EXERCISE GOAL →
Word for word, set down the full listing below.

EXERCISE MATERIAL →
+ + + + + + +

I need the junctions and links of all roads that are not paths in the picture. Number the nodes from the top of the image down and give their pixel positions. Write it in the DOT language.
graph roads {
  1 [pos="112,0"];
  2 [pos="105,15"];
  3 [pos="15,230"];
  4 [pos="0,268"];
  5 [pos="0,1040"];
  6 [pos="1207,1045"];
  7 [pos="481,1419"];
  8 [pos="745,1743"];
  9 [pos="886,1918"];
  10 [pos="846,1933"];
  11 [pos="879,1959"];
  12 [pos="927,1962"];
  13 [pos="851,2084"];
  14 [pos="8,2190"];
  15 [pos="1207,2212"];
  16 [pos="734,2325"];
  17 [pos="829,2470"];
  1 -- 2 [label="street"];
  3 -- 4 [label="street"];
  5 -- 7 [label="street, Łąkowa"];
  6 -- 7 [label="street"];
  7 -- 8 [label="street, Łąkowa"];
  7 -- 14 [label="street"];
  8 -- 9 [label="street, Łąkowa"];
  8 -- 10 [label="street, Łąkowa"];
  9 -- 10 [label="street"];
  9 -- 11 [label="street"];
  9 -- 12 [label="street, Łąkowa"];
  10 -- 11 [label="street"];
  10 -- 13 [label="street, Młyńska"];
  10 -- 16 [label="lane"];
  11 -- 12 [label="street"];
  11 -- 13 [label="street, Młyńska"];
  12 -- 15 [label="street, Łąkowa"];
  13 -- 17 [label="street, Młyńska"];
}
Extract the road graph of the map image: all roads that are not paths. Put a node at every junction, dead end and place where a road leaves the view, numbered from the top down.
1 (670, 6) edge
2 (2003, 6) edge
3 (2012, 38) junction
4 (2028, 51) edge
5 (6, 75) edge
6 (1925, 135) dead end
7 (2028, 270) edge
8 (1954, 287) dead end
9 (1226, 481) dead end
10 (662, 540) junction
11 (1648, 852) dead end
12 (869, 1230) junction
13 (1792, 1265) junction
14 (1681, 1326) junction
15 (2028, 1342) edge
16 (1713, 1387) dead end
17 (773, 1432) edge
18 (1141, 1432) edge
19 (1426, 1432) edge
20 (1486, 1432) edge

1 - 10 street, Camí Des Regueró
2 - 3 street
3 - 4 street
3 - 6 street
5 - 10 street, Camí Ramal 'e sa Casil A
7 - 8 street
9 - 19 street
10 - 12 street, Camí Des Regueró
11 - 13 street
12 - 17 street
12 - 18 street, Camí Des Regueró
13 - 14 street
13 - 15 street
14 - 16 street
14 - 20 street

+ + + + + + +

SOLUTION TO THIS EXERCISE →
I need the junctions and links of all roads that are not paths in the picture. Number the nodes from the top of the image down and give their pixel positions. Write it in the DOT language.
graph roads {
  1 [pos="112,0"];
  2 [pos="105,15"];
  3 [pos="15,230"];
  4 [pos="0,268"];
  5 [pos="0,1040"];
  6 [pos="1207,1045"];
  7 [pos="481,1419"];
  8 [pos="745,1743"];
  9 [pos="886,1918"];
  10 [pos="846,1933"];
  11 [pos="879,1959"];
  12 [pos="927,1962"];
  13 [pos="851,2084"];
  14 [pos="8,2190"];
  15 [pos="1207,2212"];
  16 [pos="734,2325"];
  17 [pos="829,2470"];
  1 -- 2 [label="street"];
  3 -- 4 [label="street"];
  5 -- 7 [label="street, Łąkowa"];
  6 -- 7 [label="street"];
  7 -- 8 [label="street, Łąkowa"];
  7 -- 14 [label="street"];
  8 -- 9 [label="street, Łąkowa"];
  8 -- 10 [label="street, Łąkowa"];
  9 -- 10 [label="street"];
  9 -- 11 [label="street"];
  9 -- 12 [label="street, Łąkowa"];
  10 -- 11 [label="street"];
  10 -- 13 [label="street, Młyńska"];
  10 -- 16 [label="lane"];
  11 -- 12 [label="street"];
  11 -- 13 [label="street, Młyńska"];
  12 -- 15 [label="street, Łąkowa"];
  13 -- 17 [label="street, Młyńska"];
}
Extract the road graph of the map image: all roads that are not paths. Put a node at every junction, dead end and place where a road leaves the view, numbered from the top down.
1 (670, 6) edge
2 (2003, 6) edge
3 (2012, 38) junction
4 (2028, 51) edge
5 (6, 75) edge
6 (1925, 135) dead end
7 (2028, 270) edge
8 (1954, 287) dead end
9 (1226, 481) dead end
10 (662, 540) junction
11 (1648, 852) dead end
12 (869, 1230) junction
13 (1792, 1265) junction
14 (1681, 1326) junction
15 (2028, 1342) edge
16 (1713, 1387) dead end
17 (773, 1432) edge
18 (1141, 1432) edge
19 (1426, 1432) edge
20 (1486, 1432) edge

1 - 10 street, Camí Des Regueró
2 - 3 street
3 - 4 street
3 - 6 street
5 - 10 street, Camí Ramal 'e sa Casil A
7 - 8 street
9 - 19 street
10 - 12 street, Camí Des Regueró
11 - 13 street
12 - 17 street
12 - 18 street, Camí Des Regueró
13 - 14 street
13 - 15 street
14 - 16 street
14 - 20 street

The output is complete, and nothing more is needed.